Itinary/advice for cambodia
9th November, 2010
my name is lawrence i am a 24year old divemaster from england who is travelling around south east asia for 7 months. I have just arrived in thailand and am currently staying with a friend in pattaya. I am not really enjoying it here, full of old men looking suspect, havent seen any backpackers!!
I am looking to get to cambodia asap. I have had a look at the visa and border crossing faqs and am still confused as to the best/cheapest crossing into cambodia from pattaya. Any advice would be greatly appreciated.
I plan on staying in cambodia for a month then heading to laos and vietnam, before returning to thailand. I am a divemaster and am looking to blag some free diving along the way.

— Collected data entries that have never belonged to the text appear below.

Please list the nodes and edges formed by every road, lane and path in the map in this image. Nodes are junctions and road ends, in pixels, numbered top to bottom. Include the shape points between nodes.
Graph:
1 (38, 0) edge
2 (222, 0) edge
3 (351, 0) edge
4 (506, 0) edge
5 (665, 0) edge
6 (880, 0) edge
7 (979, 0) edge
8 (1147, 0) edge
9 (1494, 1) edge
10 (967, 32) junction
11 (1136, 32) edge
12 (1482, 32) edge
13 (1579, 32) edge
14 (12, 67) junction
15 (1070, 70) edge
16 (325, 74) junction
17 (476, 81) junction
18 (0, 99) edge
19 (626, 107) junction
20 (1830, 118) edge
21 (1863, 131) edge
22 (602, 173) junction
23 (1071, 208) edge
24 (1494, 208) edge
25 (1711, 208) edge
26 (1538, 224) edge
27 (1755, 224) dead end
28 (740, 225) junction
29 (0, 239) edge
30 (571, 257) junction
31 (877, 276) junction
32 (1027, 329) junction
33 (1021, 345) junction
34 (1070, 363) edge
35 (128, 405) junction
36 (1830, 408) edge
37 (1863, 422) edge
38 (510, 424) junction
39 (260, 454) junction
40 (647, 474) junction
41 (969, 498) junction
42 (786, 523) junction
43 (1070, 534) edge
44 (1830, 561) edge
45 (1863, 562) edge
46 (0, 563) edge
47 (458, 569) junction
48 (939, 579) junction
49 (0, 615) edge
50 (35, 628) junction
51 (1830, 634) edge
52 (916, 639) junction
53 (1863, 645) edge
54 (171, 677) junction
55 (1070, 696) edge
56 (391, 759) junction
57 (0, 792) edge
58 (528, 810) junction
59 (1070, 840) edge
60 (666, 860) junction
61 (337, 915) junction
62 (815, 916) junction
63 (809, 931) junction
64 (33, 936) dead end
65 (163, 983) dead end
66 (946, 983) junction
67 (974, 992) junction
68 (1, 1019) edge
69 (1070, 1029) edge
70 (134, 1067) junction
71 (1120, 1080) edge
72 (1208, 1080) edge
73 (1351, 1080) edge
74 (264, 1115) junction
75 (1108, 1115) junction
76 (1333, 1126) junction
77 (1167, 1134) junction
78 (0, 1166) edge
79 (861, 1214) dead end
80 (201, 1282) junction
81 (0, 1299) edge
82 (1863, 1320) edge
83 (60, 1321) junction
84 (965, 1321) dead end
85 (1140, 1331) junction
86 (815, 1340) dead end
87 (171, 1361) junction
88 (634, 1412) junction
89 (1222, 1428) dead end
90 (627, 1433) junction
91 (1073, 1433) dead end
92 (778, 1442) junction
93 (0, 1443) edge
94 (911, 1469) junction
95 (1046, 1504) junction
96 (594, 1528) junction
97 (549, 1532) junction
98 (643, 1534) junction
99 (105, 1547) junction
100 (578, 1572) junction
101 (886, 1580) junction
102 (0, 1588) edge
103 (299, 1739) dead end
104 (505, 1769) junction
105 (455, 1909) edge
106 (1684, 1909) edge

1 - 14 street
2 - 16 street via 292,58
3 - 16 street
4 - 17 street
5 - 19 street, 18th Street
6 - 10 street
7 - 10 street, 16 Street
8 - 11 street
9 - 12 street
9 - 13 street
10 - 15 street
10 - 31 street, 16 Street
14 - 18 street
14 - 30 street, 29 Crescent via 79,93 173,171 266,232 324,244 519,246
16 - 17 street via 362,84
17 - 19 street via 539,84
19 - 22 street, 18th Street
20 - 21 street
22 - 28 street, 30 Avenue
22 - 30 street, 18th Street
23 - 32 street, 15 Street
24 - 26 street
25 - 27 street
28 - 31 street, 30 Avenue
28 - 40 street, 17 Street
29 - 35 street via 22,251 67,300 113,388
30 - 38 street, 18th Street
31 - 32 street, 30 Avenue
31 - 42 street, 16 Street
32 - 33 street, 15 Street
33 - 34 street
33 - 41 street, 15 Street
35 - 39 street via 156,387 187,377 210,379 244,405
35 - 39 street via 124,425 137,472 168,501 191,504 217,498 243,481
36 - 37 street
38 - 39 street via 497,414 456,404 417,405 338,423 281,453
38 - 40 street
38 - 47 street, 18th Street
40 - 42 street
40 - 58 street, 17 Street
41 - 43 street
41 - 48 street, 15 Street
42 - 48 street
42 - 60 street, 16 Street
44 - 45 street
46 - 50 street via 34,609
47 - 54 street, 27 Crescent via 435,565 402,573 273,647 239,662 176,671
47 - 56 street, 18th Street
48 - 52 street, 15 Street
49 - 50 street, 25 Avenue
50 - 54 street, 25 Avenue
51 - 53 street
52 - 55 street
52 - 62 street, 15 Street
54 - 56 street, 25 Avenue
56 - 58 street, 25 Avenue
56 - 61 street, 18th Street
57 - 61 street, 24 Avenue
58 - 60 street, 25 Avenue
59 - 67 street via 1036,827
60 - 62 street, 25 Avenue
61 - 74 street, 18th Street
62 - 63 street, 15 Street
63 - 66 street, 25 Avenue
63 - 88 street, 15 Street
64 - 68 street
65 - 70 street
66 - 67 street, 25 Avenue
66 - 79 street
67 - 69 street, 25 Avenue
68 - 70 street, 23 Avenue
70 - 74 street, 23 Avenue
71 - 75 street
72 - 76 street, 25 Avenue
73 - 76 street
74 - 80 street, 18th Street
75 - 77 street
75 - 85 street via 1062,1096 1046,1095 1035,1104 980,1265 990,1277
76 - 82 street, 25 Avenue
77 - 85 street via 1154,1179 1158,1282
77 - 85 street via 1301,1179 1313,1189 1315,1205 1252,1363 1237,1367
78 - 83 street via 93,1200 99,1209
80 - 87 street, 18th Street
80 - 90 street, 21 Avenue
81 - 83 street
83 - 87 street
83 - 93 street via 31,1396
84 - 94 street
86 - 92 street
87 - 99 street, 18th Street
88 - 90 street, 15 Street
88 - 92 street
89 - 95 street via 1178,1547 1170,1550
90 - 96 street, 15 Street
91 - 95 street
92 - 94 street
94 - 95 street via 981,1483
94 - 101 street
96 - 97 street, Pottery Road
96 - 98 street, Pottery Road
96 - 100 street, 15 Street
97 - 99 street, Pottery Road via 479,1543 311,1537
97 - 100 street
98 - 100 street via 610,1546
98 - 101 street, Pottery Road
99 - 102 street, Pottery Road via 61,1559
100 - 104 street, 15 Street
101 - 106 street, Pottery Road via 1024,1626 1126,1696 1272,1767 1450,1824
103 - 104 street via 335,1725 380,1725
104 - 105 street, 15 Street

I havent really got a proper itinery set out for cambodia but understand poipet is the best border crossing. Then looking at heading to siem reap. I want to see angkor wat and hopefully do some volunteering. I also want to go to phnom penh, sianoukhville, chau doc and the mekong delta. However i am unsure of the best route to take and what to expect along the way. I am hoping to end up in laos after cambodia although i could just as easily go vietnam first. I have friends in vietnam (nha trang) who say they can hook me up with a diving job, so would prefer to go there after laos.
Any advice, tips, jokes, stories, places to go and stay, things to do would be most appreciated. All the best and many thanks in advance lawrence
#1 Posted: 9/11/2010 - 17:43
20th January, 2010
Total reviews: 9
I think your best bet from Pattaya is the Aranyaprathet border into Poipet, but it looks like it's complicated to get there directly. There should be "visa run" services to that border from Pattaya, so perhaps you can book only the first half of that trip. Or, of course, you could take a bus to Bangkok and then another to Aranyaprathet.
(You might consider checking or even posting in the Thailand forum here for more information on this. The Cambodia forum is very quiet.)
After you cross into Poipet by foot you can get a bus or try to share a taxi into Siem Reap, which you'll love. After that take a bus to Phnom Penh, and then a boat to the Chau Doc border, since Vietnam is way easier to reach from there. After Chau Doc and Can Tho you can take a bus to Ho Chi Minh City, and then a train to Nha Trang.
Siem Reap itself is really nice, even aside from Angkor Wat, which is itself stunning.
Phnom Penh is a bit seedy in spots, but quite fun.
Once you get into Vietnam everything changes. English is far less commonly spoken, especially in the Mekong Delta area. I spent 3 nights in Chau Doc and 3 nights in Can Tho, and found barely any English-language tourist infrastructure in either. That makes it feel more exotic, but it can also be frustrating, especially at first.
Also, the Mekong Delta region felt quite plain to me in general. The main attractions are the floating markets, but I'd been to a bunch of those before so that didn't seem special. The landscape itself is flat and unspectacular. The section of the Mekong between Luang Prabang (Laos) and the Thai border is fantastic by comparison.
#2 Posted: 9/11/2010 - 19:28
9th November, 2010
thanks rawjer ur advice is really appreciated, think i will get the bus to bangkok and then frm there to the Aranyaprathet border into Poipet as this sounds the easiest route. Will take ur advice a nd repost in the thailand forum to see if i can get some more replies many thanks lawrence
#3 Posted: 10/11/2010 - 13:32
9th November, 2010
Location United Kingdom
The Poipet crossing is easy, although it can get busy. The visa should be no problem on arrival and people will point you in the right direction for the health form/visa/passport control offices. Once on the Cambodian side, you'll need a moto/tuktuk for about 5 minutes to the bus station. There are plenty of buses to Siem Reap if you arrive in good time, take your pick from the desks set up in front of the buses.
Agree with Rawjer that Vietnam is much easier from PP. You could take a direct bus from Siem Reap to Sihanoukville, then work back up to PP. It's a long journey, though!
Some guesthouses offer a bus/boat combo for the trip into Chau Doc, which is longer but quite an interesting route. Otherwise, you could also catch a bus directly to Saigon.
Of course, you can get to Laos from Cambodia, then work your way across to Vietnam. You'll need to have your Vietnamese visa in advance, but there's a small crossing near Vang Xai/Sam Neue (sorry, bad spelling), then a bus three times a week into Thanh Hoa, from where you can get a bus to Hanoi and travel south. Need to make sure you cross on a day there's a bus as there's nothing in the border crossing village to make you want to stay.